- **Work task**
In the entries below, find every line with the string "STUDIOVÄGEN" and copy it.
--- Exercise inputs Enclosed Below ---
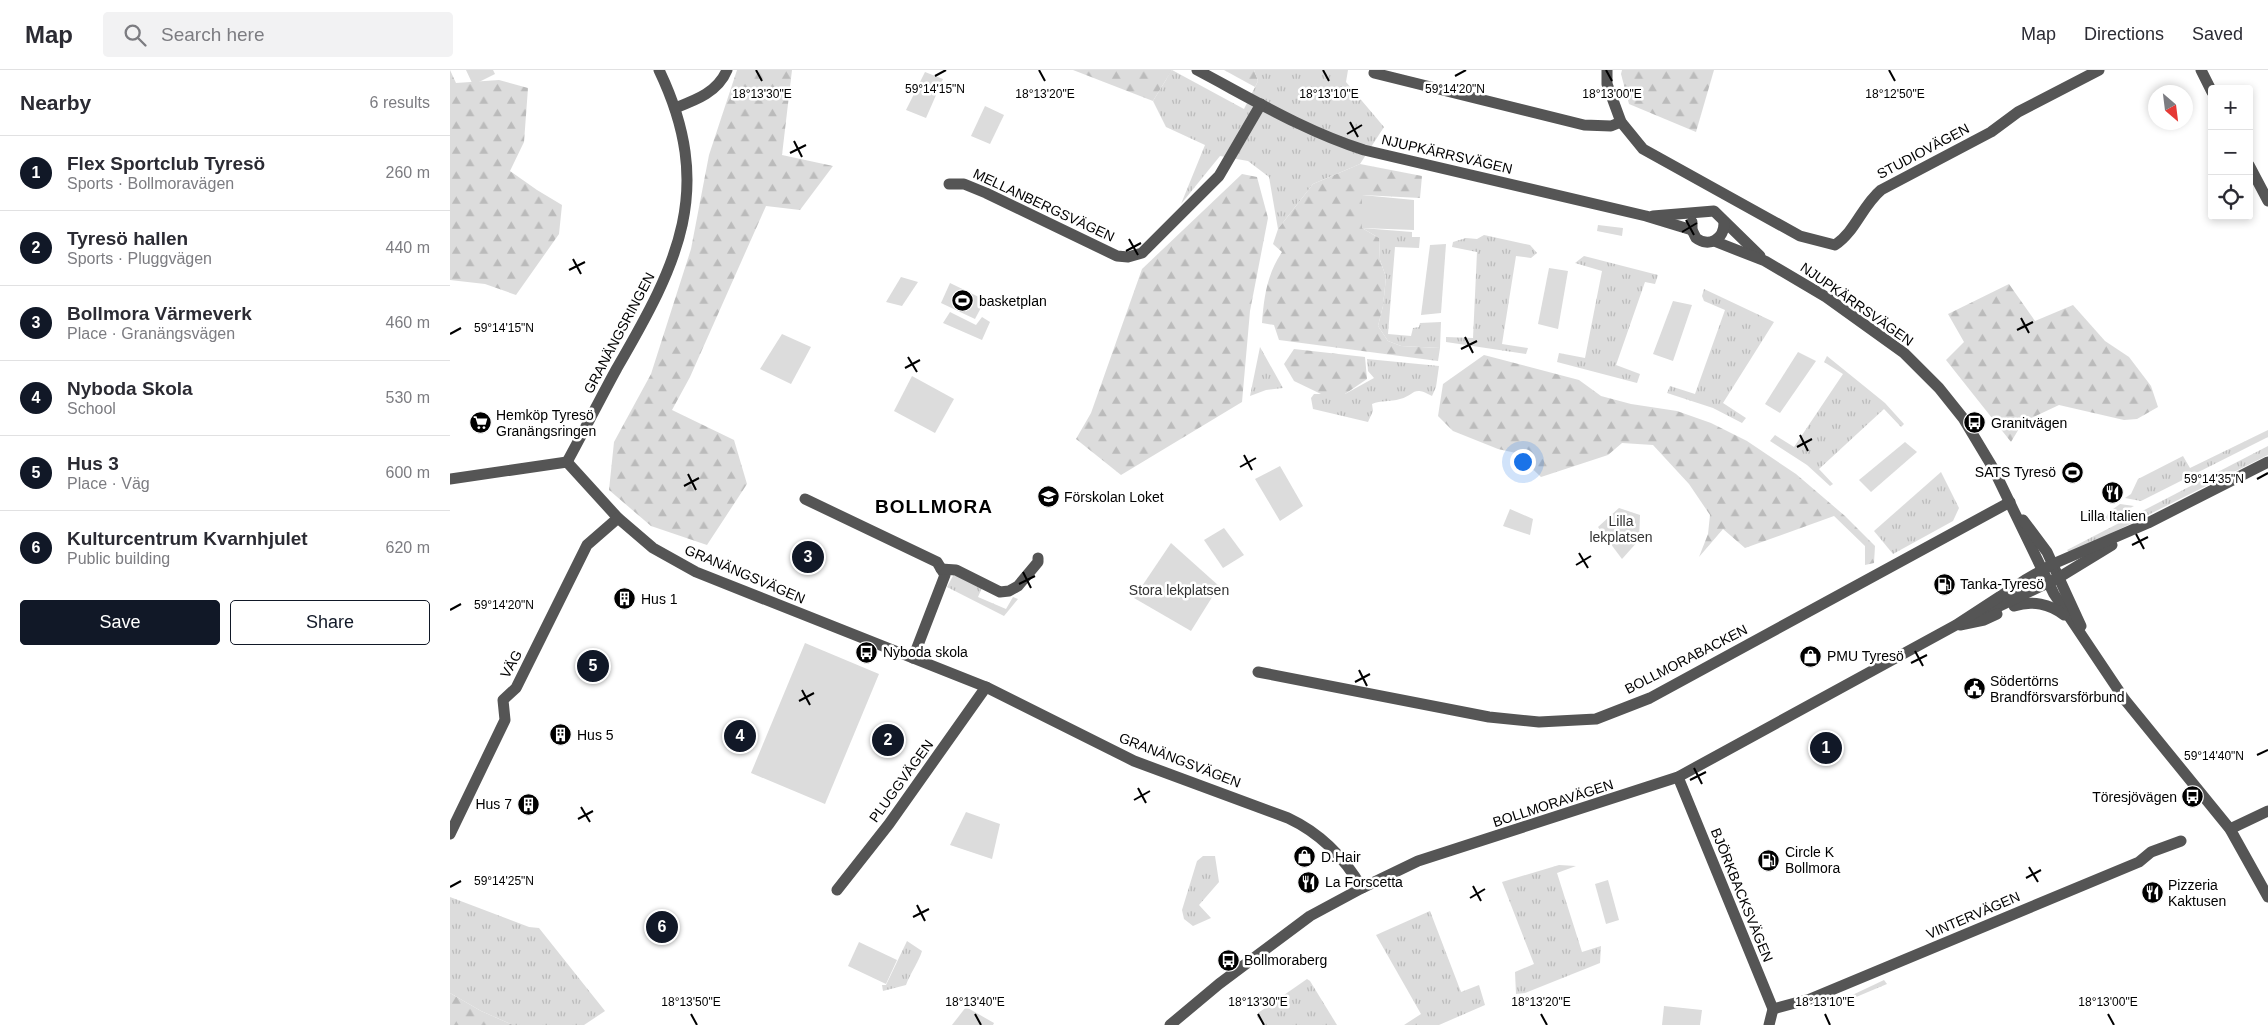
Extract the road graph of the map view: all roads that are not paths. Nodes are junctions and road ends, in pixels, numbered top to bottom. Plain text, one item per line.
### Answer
1 (659, 70) edge
2 (728, 70) edge
3 (1197, 70) edge
4 (1607, 70) edge
5 (2099, 70) edge
6 (2201, 70) edge
7 (1374, 73) dead end
8 (2208, 85) edge
9 (1261, 104) junction
10 (675, 108) junction
11 (1621, 122) junction
12 (2253, 172) edge
13 (949, 184) dead end
14 (1723, 194) junction
15 (2266, 194) edge
16 (1703, 211) junction
17 (1646, 216) junction
18 (1723, 220) junction
19 (1692, 230) junction
20 (1714, 241) junction
21 (1765, 260) junction
22 (567, 462) junction
23 (2268, 462) edge
24 (450, 480) edge
25 (805, 499) dead end
26 (2010, 502) junction
27 (618, 518) junction
28 (2148, 523) junction
29 (1038, 558) dead end
30 (2053, 564) junction
31 (941, 568) junction
32 (2042, 571) junction
33 (2053, 580) junction
34 (2071, 620) junction
35 (1956, 626) junction
36 (2094, 653) junction
37 (913, 658) junction
38 (1258, 672) dead end
39 (986, 687) junction
40 (1678, 777) junction
41 (2268, 811) edge
42 (2230, 829) junction
43 (450, 834) edge
44 (2180, 841) dead end
45 (1362, 888) junction
46 (837, 890) dead end
47 (2268, 897) edge
48 (1773, 1009) junction
49 (1170, 1025) edge
50 (1769, 1025) edge

1 - 10 street, GRANÄNGSRINGEN
2 - 10 street
3 - 9 street, NJUPKÄRRSVÄGEN
4 - 11 street, STUDIOVÄGEN
5 - 14 street, STUDIOVÄGEN
6 - 8 street
7 - 11 street
9 - 13 street, MELLANBERGSVÄGEN
9 - 17 street, NJUPKÄRRSVÄGEN
10 - 22 street, GRANÄNGSRINGEN
11 - 14 street, STUDIOVÄGEN
12 - 15 street
14 - 16 street
14 - 18 street
16 - 17 street, NJUPKÄRRSVÄGEN
16 - 18 street, NJUPKÄRRSVÄGEN
16 - 19 street
17 - 19 street, NJUPKÄRRSVÄGEN
18 - 20 street
18 - 21 street, NJUPKÄRRSVÄGEN
19 - 20 street, NJUPKÄRRSVÄGEN
20 - 21 street, NJUPKÄRRSVÄGEN
21 - 26 street, NJUPKÄRRSVÄGEN
22 - 24 street
22 - 27 street, GRANÄNGSVÄGEN
23 - 28 street, BOLLMORAVÄGEN
25 - 31 street
26 - 30 street, NJUPKÄRRSVÄGEN
26 - 32 street, NJUPKÄRRSVÄGEN
26 - 38 street, BOLLMORABACKEN
27 - 37 street, GRANÄNGSVÄGEN
27 - 43 street, VÄG
28 - 30 street, BOLLMORAVÄGEN
28 - 33 street, BOLLMORAVÄGEN
29 - 31 street
30 - 32 street, BOLLMORAVÄGEN
30 - 33 street, NJUPKÄRRSVÄGEN
31 - 37 street
32 - 33 street, NJUPKÄRRSVÄGEN
32 - 35 street, BOLLMORAVÄGEN
33 - 34 street, NJUPKÄRRSVÄGEN
33 - 35 street, BOLLMORAVÄGEN
33 - 36 street, NJUPKÄRRSVÄGEN
34 - 35 street, BOLLMORAVÄGEN
34 - 36 street, NJUPKÄRRSVÄGEN
35 - 40 street, BOLLMORAVÄGEN
36 - 42 street, NJUPKÄRRSVÄGEN
37 - 39 street, GRANÄNGSVÄGEN
39 - 45 street, GRANÄNGSVÄGEN
39 - 46 street, PLUGGVÄGEN
40 - 45 street, BOLLMORAVÄGEN
40 - 48 street, BJÖRKBACKSVÄGEN
41 - 42 street
42 - 47 street, NJUPKÄRRSVÄGEN
44 - 48 street, VINTERVÄGEN
45 - 49 street, BOLLMORAVÄGEN
48 - 50 street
--- End of Enclosed Exercise inputs ---
- **Result**
4 - 11 street, STUDIOVÄGEN
5 - 14 street, STUDIOVÄGEN
11 - 14 street, STUDIOVÄGEN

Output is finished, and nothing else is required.